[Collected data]
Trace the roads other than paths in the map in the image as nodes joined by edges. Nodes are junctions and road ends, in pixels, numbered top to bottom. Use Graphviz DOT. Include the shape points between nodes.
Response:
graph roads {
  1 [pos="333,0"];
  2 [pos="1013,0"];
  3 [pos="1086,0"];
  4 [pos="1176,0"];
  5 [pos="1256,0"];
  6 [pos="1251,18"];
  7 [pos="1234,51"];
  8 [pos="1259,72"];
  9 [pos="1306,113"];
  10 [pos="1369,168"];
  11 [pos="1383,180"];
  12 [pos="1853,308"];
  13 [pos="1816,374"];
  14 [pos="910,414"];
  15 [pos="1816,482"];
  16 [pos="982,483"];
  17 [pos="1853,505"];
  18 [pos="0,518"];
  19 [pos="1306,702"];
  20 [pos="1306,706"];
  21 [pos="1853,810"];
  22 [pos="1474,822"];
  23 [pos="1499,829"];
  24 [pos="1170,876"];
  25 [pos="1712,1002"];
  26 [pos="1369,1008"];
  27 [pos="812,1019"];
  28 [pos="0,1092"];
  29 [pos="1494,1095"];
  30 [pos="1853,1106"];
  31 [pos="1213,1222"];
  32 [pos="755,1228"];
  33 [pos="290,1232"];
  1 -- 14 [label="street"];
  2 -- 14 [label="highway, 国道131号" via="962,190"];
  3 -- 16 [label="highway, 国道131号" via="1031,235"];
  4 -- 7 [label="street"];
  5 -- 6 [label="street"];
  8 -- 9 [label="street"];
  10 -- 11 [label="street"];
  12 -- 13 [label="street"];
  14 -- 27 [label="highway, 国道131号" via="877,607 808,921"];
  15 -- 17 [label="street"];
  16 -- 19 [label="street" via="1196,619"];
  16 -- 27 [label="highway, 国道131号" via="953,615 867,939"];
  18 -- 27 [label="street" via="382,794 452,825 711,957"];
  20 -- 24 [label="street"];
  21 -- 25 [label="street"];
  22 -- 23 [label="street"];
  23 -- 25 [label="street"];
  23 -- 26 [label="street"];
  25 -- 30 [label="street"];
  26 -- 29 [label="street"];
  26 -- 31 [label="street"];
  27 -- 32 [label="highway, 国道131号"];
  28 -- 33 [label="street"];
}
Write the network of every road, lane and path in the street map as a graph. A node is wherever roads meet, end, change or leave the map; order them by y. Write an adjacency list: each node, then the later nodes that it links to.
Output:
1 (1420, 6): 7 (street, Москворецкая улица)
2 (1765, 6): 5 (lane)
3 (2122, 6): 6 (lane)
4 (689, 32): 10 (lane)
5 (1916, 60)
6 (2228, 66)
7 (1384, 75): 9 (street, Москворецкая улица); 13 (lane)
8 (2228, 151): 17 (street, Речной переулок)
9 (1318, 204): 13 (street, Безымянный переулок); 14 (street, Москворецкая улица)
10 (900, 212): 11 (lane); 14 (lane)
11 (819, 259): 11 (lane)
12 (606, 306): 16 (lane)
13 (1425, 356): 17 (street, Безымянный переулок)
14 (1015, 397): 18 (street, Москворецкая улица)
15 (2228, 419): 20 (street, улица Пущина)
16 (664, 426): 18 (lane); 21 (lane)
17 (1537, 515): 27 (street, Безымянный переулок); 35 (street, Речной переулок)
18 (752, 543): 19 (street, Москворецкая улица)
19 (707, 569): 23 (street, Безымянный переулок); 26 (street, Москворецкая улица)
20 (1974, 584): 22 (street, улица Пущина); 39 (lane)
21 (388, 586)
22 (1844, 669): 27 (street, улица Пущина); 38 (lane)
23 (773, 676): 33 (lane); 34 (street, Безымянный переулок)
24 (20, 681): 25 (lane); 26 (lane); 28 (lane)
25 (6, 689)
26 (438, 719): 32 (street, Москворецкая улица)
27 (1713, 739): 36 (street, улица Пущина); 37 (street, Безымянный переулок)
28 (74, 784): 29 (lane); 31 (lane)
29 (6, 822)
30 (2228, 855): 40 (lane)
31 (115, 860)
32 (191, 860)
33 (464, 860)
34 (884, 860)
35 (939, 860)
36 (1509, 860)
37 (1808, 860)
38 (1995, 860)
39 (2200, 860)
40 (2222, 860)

Work request: Reproduce every line in the records above that contains the word "Речной".

Written answer:
8 (2228, 151): 17 (street, Речной переулок)
17 (1537, 515): 27 (street, Безымянный переулок); 35 (street, Речной переулок)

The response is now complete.